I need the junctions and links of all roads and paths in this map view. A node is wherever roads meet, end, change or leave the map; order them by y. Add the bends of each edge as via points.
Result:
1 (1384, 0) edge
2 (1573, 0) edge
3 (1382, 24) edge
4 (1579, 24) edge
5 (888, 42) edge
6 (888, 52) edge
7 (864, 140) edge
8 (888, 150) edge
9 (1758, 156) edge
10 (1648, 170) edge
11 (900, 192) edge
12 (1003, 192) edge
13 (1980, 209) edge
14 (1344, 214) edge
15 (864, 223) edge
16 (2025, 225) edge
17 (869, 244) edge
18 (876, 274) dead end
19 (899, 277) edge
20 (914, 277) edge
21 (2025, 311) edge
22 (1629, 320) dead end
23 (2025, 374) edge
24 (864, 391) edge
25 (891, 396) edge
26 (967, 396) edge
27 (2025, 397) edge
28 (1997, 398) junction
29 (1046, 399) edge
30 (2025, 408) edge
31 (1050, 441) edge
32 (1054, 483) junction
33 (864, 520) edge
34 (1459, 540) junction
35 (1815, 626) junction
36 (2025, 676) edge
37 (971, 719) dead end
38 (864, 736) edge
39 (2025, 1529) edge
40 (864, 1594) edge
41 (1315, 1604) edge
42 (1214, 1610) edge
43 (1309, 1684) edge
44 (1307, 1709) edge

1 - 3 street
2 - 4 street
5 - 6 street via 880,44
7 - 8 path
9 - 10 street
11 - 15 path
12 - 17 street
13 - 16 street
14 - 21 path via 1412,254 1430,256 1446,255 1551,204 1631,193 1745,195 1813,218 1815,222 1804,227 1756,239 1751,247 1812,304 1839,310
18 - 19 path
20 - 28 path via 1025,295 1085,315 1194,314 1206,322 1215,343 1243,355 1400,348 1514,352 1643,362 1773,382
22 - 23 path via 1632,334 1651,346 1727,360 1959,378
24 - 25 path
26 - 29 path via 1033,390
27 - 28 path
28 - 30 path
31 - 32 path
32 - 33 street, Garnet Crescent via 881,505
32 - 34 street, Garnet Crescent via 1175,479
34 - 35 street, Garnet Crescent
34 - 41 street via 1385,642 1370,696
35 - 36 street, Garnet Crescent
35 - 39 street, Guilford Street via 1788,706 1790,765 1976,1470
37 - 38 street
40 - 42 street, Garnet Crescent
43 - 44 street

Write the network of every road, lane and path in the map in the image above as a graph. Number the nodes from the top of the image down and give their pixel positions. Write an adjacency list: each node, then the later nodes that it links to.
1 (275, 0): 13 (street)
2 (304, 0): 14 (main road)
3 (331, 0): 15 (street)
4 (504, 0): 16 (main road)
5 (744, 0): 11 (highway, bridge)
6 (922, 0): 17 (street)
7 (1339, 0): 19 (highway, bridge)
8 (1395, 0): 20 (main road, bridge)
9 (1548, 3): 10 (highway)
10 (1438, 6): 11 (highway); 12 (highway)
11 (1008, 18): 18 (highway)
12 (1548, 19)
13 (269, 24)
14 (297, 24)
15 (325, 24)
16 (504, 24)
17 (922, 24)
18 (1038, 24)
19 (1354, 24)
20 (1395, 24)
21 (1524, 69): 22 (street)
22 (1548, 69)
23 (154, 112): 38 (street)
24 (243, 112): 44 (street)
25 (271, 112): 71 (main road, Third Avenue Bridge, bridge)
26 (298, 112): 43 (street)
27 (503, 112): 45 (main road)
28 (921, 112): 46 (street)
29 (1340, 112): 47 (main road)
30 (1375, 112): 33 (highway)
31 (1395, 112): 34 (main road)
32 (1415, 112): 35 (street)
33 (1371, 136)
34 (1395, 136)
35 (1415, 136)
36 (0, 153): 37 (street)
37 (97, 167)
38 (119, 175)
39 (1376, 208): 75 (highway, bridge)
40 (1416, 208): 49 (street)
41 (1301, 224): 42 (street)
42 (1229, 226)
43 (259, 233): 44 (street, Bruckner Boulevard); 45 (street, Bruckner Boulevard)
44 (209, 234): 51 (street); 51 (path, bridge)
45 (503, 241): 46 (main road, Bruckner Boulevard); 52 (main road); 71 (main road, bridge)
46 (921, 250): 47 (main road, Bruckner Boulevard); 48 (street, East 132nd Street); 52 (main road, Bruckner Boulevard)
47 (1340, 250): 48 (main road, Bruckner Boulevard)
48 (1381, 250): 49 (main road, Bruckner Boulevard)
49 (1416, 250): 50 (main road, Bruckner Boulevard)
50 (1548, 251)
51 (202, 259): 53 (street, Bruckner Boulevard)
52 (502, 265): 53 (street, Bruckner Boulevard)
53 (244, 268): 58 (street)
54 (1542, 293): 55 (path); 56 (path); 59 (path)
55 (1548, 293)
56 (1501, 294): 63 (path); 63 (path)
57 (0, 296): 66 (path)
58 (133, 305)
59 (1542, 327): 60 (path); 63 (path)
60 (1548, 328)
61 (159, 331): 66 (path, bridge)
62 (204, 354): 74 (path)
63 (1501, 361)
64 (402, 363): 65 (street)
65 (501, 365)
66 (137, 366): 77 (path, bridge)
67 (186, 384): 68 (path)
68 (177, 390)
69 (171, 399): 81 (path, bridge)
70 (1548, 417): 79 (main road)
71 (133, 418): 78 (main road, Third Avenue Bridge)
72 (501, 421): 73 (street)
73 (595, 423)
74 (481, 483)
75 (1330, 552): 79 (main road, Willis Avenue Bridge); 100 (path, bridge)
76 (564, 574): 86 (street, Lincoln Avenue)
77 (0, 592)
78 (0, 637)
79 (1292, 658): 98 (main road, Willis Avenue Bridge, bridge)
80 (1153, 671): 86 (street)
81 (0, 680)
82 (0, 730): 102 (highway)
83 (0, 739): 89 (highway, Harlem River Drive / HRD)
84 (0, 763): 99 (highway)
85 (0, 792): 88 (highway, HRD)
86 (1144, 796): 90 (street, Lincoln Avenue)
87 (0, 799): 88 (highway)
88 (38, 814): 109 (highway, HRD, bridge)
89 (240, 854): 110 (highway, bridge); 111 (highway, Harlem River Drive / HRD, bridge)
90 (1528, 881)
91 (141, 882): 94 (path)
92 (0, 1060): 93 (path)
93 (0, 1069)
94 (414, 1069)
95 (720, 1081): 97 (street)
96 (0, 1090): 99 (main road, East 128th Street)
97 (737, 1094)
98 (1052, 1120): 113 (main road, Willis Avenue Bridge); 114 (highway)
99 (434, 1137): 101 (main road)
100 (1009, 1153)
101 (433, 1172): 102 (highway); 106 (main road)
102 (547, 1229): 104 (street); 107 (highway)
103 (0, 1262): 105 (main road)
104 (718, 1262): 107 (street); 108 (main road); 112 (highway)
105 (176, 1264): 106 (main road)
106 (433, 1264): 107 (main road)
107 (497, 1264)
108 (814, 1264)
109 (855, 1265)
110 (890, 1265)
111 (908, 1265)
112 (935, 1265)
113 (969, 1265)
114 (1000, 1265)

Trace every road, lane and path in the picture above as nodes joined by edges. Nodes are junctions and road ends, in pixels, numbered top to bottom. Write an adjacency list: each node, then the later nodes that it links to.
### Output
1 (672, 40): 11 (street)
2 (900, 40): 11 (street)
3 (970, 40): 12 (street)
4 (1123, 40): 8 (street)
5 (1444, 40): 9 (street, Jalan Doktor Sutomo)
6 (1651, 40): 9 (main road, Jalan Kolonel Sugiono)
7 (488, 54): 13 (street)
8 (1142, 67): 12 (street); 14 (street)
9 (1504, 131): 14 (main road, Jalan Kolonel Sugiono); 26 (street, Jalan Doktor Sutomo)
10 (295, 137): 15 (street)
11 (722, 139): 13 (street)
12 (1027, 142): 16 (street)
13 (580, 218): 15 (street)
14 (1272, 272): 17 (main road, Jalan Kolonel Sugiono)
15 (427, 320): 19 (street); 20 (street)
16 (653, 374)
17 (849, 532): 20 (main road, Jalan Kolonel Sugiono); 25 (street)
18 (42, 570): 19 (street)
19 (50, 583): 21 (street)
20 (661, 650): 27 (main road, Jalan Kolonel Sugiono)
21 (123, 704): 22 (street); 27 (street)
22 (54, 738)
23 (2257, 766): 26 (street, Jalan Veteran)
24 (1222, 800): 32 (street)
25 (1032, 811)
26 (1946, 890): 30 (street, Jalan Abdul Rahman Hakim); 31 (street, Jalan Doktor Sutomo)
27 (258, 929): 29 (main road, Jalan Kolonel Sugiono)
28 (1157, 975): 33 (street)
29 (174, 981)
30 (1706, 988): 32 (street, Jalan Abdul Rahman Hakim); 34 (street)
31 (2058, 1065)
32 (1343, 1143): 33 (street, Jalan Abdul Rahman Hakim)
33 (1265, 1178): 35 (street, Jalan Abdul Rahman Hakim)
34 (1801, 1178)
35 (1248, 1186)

**Work to be completed**. Please filter the entries above down to the lines holding "node" and copy them.

**Output of the exercise**.
I need the junctions and links of all roads and paths in this map view. A node is wherever roads meet, end, change or leave the map; order them by y. Add the bends of each edge as via points.
Write the network of every road, lane and path in the map in the image above as a graph. Number the nodes from the top of the image down and give their pixel positions. Write an adjacency list: each node, then the later nodes that it links to.
Trace every road, lane and path in the picture above as nodes joined by edges. Nodes are junctions and road ends, in pixels, numbered top to bottom. Write an adjacency list: each node, then the later nodes that it links to.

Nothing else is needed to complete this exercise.